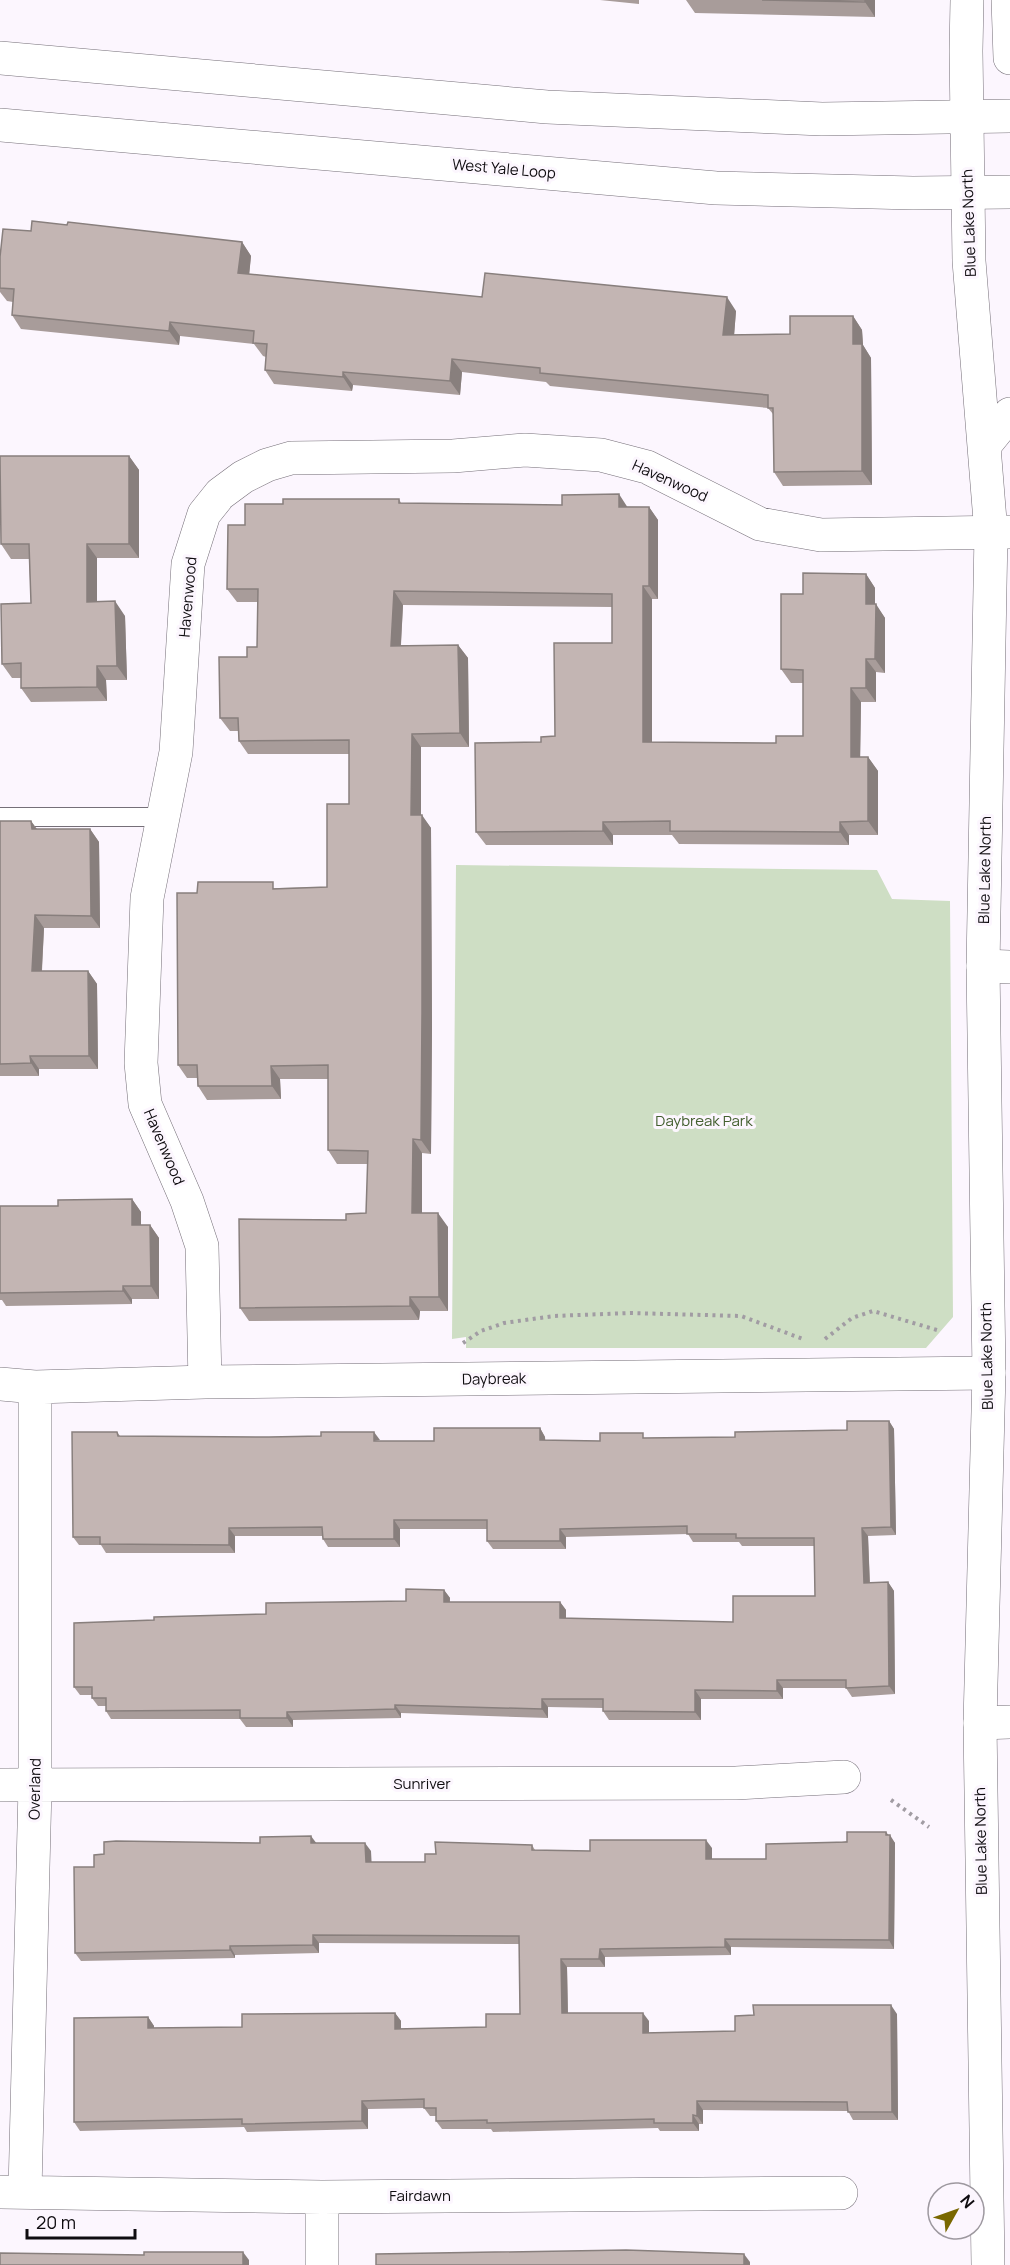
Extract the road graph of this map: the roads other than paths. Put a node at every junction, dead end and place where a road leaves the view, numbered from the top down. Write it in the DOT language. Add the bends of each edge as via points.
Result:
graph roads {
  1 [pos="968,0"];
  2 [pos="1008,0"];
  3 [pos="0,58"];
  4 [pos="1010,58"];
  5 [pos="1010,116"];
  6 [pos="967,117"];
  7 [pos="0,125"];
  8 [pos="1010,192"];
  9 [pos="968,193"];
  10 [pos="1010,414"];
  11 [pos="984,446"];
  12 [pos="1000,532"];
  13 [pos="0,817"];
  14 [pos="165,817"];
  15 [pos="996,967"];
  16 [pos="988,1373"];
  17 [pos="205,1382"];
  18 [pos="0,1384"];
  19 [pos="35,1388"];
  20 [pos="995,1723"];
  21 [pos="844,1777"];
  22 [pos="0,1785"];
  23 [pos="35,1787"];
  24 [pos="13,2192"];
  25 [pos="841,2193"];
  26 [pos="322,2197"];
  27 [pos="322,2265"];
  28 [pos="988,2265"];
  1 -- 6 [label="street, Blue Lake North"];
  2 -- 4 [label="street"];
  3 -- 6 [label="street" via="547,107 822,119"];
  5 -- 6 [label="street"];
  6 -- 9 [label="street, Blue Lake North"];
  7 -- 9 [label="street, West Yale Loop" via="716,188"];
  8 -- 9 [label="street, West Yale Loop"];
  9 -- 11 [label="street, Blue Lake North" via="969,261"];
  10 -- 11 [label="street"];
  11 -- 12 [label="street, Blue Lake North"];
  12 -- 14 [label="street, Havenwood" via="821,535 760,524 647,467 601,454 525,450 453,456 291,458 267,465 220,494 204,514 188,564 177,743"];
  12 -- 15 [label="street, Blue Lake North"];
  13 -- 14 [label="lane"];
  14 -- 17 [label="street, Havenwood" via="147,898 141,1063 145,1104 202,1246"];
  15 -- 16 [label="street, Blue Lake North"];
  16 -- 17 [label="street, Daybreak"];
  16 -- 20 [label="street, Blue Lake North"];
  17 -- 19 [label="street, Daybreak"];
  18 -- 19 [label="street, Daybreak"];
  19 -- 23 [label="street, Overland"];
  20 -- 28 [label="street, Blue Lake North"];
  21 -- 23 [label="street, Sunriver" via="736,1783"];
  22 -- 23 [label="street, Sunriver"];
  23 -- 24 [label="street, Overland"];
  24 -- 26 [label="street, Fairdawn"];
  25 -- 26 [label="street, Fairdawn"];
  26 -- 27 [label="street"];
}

★ ★ ★ ★ ★ ★ ★

Work item:
Transcribe each line above verbatim, with the pictures left out.

Task solution:
Extract the road graph of this map: the roads other than paths. Put a node at every junction, dead end and place where a road leaves the view, numbered from the top down. Write it in the DOT language. Add the bends of each edge as via points.
Result:
graph roads {
  1 [pos="968,0"];
  2 [pos="1008,0"];
  3 [pos="0,58"];
  4 [pos="1010,58"];
  5 [pos="1010,116"];
  6 [pos="967,117"];
  7 [pos="0,125"];
  8 [pos="1010,192"];
  9 [pos="968,193"];
  10 [pos="1010,414"];
  11 [pos="984,446"];
  12 [pos="1000,532"];
  13 [pos="0,817"];
  14 [pos="165,817"];
  15 [pos="996,967"];
  16 [pos="988,1373"];
  17 [pos="205,1382"];
  18 [pos="0,1384"];
  19 [pos="35,1388"];
  20 [pos="995,1723"];
  21 [pos="844,1777"];
  22 [pos="0,1785"];
  23 [pos="35,1787"];
  24 [pos="13,2192"];
  25 [pos="841,2193"];
  26 [pos="322,2197"];
  27 [pos="322,2265"];
  28 [pos="988,2265"];
  1 -- 6 [label="street, Blue Lake North"];
  2 -- 4 [label="street"];
  3 -- 6 [label="street" via="547,107 822,119"];
  5 -- 6 [label="street"];
  6 -- 9 [label="street, Blue Lake North"];
  7 -- 9 [label="street, West Yale Loop" via="716,188"];
  8 -- 9 [label="street, West Yale Loop"];
  9 -- 11 [label="street, Blue Lake North" via="969,261"];
  10 -- 11 [label="street"];
  11 -- 12 [label="street, Blue Lake North"];
  12 -- 14 [label="street, Havenwood" via="821,535 760,524 647,467 601,454 525,450 453,456 291,458 267,465 220,494 204,514 188,564 177,743"];
  12 -- 15 [label="street, Blue Lake North"];
  13 -- 14 [label="lane"];
  14 -- 17 [label="street, Havenwood" via="147,898 141,1063 145,1104 202,1246"];
  15 -- 16 [label="street, Blue Lake North"];
  16 -- 17 [label="street, Daybreak"];
  16 -- 20 [label="street, Blue Lake North"];
  17 -- 19 [label="street, Daybreak"];
  18 -- 19 [label="street, Daybreak"];
  19 -- 23 [label="street, Overland"];
  20 -- 28 [label="street, Blue Lake North"];
  21 -- 23 [label="street, Sunriver" via="736,1783"];
  22 -- 23 [label="street, Sunriver"];
  23 -- 24 [label="street, Overland"];
  24 -- 26 [label="street, Fairdawn"];
  25 -- 26 [label="street, Fairdawn"];
  26 -- 27 [label="street"];
}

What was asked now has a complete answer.